基于GM-DEA-Tobit模型的农业新质生产力评估与优化研究——以湖南省14地市州为例
Study on the Evaluation and Optimization of Agricultural New-Quality Productive Forces Based on the GM-DEA-Tobit Model—A Case Study of 14 Prefecture-Level Cities and Autonomous Prefectures in Hunan Province
摘要: 本文基于DEA-Malmquist、Tobit模型及灰色预测(GM),旨在评估与优化湖南省农业的新质生产力。研究2017~2023年湖南省14个地市州面板数据,构建“效率测度–影响因素–趋势预判”三阶段框架。运用DEA-Malmquist模型测度农业全要素生产率(TFP)及分解项(技术效率、技术进步)时空演变;通过Tobit模型识别影响TFP关键因素,考察农业科技研发投入等变量作用;用灰色预测(GM)模型预测2024~2029年TFP及分解项趋势。发现研究期内湖南农业TFP年均降0.9%、2021年后回升,区域差异显著;农业研发投入、机械化配置正向影响TFP,能源利用效率负向影响;预计2024~2029年TFP年均增2.65%,技术进步驱动但技术效率存隐忧,提出强化创新等建议。
Abstract: This paper is based on the DEA-Malmquist, Tobit model, and grey prediction (GM), aiming to evaluate and optimize the new-quality agricultural productivity in Hunan Province.
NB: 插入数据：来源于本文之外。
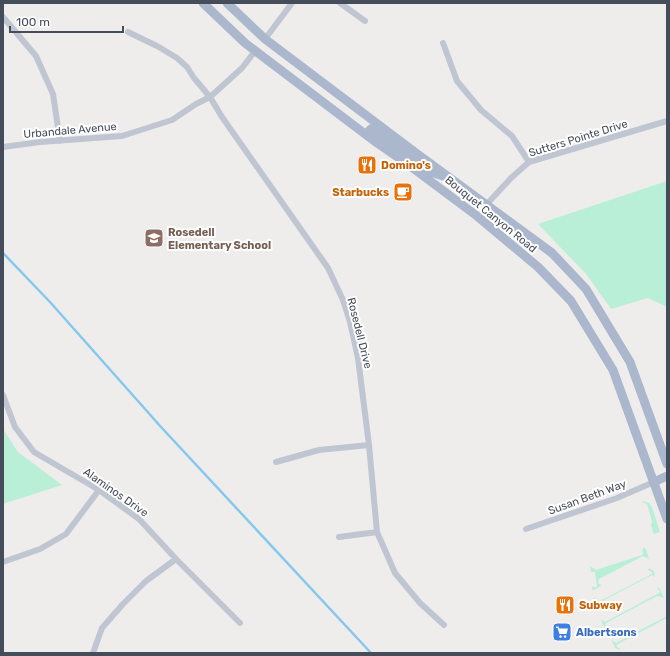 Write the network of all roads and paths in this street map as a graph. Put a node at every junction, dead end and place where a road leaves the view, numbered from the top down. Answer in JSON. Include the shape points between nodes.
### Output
{"nodes":[{"id":1,"x":203,"y":3,"type":"edge"},
{"id":2,"x":227,"y":3,"type":"edge"},
{"id":3,"x":292,"y":3,"type":"edge"},
{"id":4,"x":340,"y":3,"type":"edge"},
{"id":5,"x":3,"y":16,"type":"edge"},
{"id":6,"x":365,"y":20,"type":"dead end"},
{"id":7,"x":128,"y":32,"type":"dead end"},
{"id":8,"x":265,"y":39,"type":"junction"},
{"id":9,"x":443,"y":43,"type":"dead end"},
{"id":10,"x":255,"y":51,"type":"junction"},
{"id":11,"x":210,"y":96,"type":"junction"},
{"id":12,"x":667,"y":121,"type":"edge"},
{"id":13,"x":373,"y":140,"type":"junction"},
{"id":14,"x":60,"y":141,"type":"junction"},
{"id":15,"x":3,"y":147,"type":"edge"},
{"id":16,"x":529,"y":162,"type":"junction"},
{"id":17,"x":450,"y":178,"type":"junction"},
{"id":18,"x":486,"y":205,"type":"junction"},
{"id":19,"x":477,"y":216,"type":"junction"},
{"id":20,"x":3,"y":395,"type":"edge"},
{"id":21,"x":369,"y":445,"type":"junction"},
{"id":22,"x":276,"y":462,"type":"dead end"},
{"id":23,"x":667,"y":464,"type":"edge"},
{"id":24,"x":667,"y":476,"type":"edge"},
{"id":25,"x":654,"y":482,"type":"junction"},
{"id":26,"x":99,"y":490,"type":"junction"},
{"id":27,"x":667,"y":519,"type":"edge"},
{"id":28,"x":526,"y":529,"type":"dead end"},
{"id":29,"x":376,"y":532,"type":"junction"},
{"id":30,"x":339,"y":537,"type":"dead end"},
{"id":31,"x":176,"y":558,"type":"junction"},
{"id":32,"x":3,"y":562,"type":"edge"},
{"id":33,"x":240,"y":623,"type":"dead end"},
{"id":34,"x":444,"y":625,"type":"dead end"},
{"id":35,"x":93,"y":653,"type":"edge"}],
"edges":[{"from":1,"to":10,"type":"main road","name":"Bouquet Canyon Road"},
{"from":2,"to":8,"type":"main road","name":"Bouquet Canyon Road"},
{"from":3,"to":8,"type":"street"},
{"from":4,"to":6,"type":"street"},
{"from":5,"to":14,"type":"street","via":[[36,56],[53,94]]},
{"from":7,"to":11,"type":"street","name":"Rosedell Drive","via":[[177,58]]},
{"from":8,"to":10,"type":"main road"},
{"from":8,"to":17,"type":"main road","name":"Bouquet Canyon Road"},
{"from":9,"to":16,"type":"street","via":[[457,81],[481,110],[512,136]]},
{"from":10,"to":11,"type":"street","name":"Urbandale Avenue","via":[[242,68]]},
{"from":10,"to":13,"type":"main road","name":"Bouquet Canyon Road"},
{"from":11,"to":14,"type":"street","name":"Urbandale Avenue","via":[[172,120],[122,136]]},
{"from":11,"to":21,"type":"street","name":"Rosedell Drive","via":[[328,268],[343,300],[358,358]]},
{"from":12,"to":16,"type":"street","name":"Sutters Pointe Drive"},
{"from":13,"to":17,"type":"main road","via":[[369,132],[371,128],[431,172]]},
{"from":13,"to":19,"type":"main road","name":"Bouquet Canyon Road"},
{"from":14,"to":15,"type":"street","name":"Urbandale Avenue"},
{"from":16,"to":18,"type":"street","name":"Sutters Pointe Drive"},
{"from":17,"to":18,"type":"main road","name":"Bouquet Canyon Road"},
{"from":18,"to":19,"type":"main road"},
{"from":18,"to":23,"type":"main road","name":"Bouquet Canyon Road","via":[[552,254],[586,289],[630,362]]},
{"from":19,"to":25,"type":"main road","name":"Bouquet Canyon Road","via":[[538,267],[571,301],[613,370]]},
{"from":20,"to":26,"type":"street","name":"Alaminos Drive","via":[[15,427],[34,452]]},
{"from":21,"to":22,"type":"street","via":[[319,450]]},
{"from":21,"to":29,"type":"street","name":"Rosedell Drive"},
{"from":24,"to":25,"type":"main road"},
{"from":25,"to":27,"type":"main road","name":"Bouquet Canyon Road"},
{"from":25,"to":28,"type":"street","name":"Susan Beth Way","via":[[617,498]]},
{"from":26,"to":31,"type":"street","name":"Alaminos Drive","via":[[139,519]]},
{"from":26,"to":32,"type":"street","via":[[66,534],[40,549]]},
{"from":29,"to":30,"type":"street"},
{"from":29,"to":34,"type":"street","name":"Rosedell Drive","via":[[395,573],[420,603]]},
{"from":31,"to":33,"type":"street","name":"Alaminos Drive"},
{"from":31,"to":35,"type":"street","via":[[146,581],[102,628]]}]}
It studies the panel data of 14 prefecture-level cities in Hunan Province from 2017 to 2023 and constructs a three-stage framework of “efficiency measurement-influencing factor-trend prediction”. The DEA-Malmquist model is used to measure the spatial-temporal evolution of agricultural total factor productivity (TFP) and its decomposition items (technical efficiency, technological progress); the Tobit model is adopted to identify the key factors influencing TFP and examine the roles of variables such as agricultural science and technology R & D investment; and the grey prediction (GM) model is utilized to predict the trends of TFP and its decomposition items from 2024 to 2029. It is found that during the research period, the average annual TFP of agriculture in Hunan decreased by 0.9% and rebounded after 2021, with significant regional differences; agricultural R & D investment and mechanization configuration have a positive impact on TFP, while energy utilization efficiency has a negative impact; it is predicted that the TFP will increase at an average annual rate of 2.65% from 2024 to 2029, driven by technological progress but with concerns about technical efficiency, and suggestions such as strengthening innovation are put forward.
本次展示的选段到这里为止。